Paseo
por los cementerios como si se me hubiera perdido algo en ellos. Los
cipreses, cansados de vivir en su tópico, me saludan con sus pájaros.
-Otra vez por aquí…
-Ya veis, lo mío no tiene solución –les digo.
-Lo nuestro tampoco.
Las
calles de los cementerios tienen un frenesí de vida que ya quisieran
para sí las de las ciudades: gatos, avecillas, nubes de insectos,
flores, brisas con dientes de león y polen… Y ese otro frenesí vuelto
del revés: el del silencio.
Nadie mercadea. Nadie seduce. Nadie impone.
Los caracoles sacan sus cuernos con su acaramelado brillo. Hablan despacio:
-Hermosa mañana…
-Espléndida –remato yo.
-El sol no engaña –asevera el más viejo, girándose en lo alto de un crucifijo.
Huelo
a jazmines al doblar una esquina. Un panteón me hiela con su sombra.
Una estatua lo preside: un monje con capucha y rostro de calavera lleva
en sus brazos a una niña.
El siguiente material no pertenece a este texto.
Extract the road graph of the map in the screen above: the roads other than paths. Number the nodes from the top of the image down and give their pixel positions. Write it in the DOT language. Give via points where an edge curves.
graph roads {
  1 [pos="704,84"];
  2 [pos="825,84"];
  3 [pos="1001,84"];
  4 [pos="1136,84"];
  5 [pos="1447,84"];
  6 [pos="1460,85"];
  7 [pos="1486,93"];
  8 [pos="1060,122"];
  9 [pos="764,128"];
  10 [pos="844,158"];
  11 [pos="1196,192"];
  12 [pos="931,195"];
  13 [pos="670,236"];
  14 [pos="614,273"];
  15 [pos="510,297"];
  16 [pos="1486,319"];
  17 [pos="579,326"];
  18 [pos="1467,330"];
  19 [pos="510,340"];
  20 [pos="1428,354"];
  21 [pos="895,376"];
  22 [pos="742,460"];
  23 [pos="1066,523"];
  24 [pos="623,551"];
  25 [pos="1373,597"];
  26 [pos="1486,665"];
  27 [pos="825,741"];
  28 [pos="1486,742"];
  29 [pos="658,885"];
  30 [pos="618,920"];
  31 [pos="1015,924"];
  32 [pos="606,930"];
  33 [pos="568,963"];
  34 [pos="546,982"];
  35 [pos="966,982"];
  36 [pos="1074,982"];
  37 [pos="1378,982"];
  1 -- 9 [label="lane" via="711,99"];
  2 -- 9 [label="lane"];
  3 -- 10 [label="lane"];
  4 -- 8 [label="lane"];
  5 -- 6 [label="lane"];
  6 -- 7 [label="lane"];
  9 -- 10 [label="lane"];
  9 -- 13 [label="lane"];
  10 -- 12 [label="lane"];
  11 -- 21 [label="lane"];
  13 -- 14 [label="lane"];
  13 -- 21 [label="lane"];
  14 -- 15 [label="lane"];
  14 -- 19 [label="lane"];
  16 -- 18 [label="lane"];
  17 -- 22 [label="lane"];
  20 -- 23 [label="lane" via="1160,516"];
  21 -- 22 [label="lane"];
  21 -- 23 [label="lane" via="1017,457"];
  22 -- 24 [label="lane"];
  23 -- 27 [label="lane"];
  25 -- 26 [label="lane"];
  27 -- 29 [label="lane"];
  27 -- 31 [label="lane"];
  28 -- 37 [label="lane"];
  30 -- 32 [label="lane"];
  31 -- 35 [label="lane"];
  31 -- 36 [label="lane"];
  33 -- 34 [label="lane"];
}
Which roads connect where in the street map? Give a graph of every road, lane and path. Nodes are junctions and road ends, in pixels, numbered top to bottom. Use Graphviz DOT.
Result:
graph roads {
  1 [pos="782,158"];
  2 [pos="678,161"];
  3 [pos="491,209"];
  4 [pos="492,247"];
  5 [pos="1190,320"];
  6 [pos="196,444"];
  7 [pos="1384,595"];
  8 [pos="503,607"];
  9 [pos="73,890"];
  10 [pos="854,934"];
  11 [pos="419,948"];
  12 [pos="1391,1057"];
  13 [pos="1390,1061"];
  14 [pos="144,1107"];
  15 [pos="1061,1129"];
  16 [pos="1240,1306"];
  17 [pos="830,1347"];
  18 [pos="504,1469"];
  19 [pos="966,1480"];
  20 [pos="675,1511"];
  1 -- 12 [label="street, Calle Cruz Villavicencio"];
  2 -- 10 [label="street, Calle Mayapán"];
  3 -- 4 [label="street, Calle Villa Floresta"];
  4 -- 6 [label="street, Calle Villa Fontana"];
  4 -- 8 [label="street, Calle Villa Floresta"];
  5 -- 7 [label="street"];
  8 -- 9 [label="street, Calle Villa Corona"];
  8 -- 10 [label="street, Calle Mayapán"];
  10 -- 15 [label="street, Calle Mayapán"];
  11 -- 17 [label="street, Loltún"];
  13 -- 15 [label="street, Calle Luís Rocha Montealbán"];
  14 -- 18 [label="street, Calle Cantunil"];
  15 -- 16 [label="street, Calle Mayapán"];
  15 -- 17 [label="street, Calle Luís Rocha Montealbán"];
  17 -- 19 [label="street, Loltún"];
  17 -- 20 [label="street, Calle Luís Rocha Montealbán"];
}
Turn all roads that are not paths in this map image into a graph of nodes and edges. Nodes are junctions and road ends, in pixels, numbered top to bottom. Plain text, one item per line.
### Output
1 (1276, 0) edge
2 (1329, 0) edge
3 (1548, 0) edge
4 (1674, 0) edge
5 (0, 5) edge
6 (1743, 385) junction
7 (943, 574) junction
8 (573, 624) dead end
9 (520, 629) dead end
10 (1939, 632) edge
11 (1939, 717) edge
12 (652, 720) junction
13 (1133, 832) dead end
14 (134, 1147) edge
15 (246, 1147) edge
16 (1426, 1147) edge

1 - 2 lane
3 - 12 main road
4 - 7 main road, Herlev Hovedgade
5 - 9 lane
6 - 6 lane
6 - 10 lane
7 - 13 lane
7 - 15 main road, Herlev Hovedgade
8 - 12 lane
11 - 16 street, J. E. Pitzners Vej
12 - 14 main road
A la chiquilla, con la cabeza ladeada, se le
aprecia una sonrisa dulce. Y los ojos cerrados. Como si tuviera un sueño
feliz. No sé por qué. Pero pienso en el recién nacido de los belenes.
A
pocos metros de allí, está el banco de mi cita. La veo llegar con su
chaquetón de invierno y sus vaqueros. Ligera sombra en los ojos, tenue
pintura en los labios.
-Otra Navidad más –me dice al sentarse-. Y otra menos.
-Así es –afirmo, tomándole las manos-. Respiremos juntos este aire.
-Nada hay que decir –asevera ella.
-Nada, cariño mío.
Permanecemos
juntos hasta que anochece y regresamos cada cual a nuestros lechos
cálidos, bajo la tierra y las lápidas con nuestros nombres casi
borrados. Es curioso: ya no recuerdo cómo me llamaba. Ni me interesa
saberlo.
La luna nos despide un año más con su fría claridad.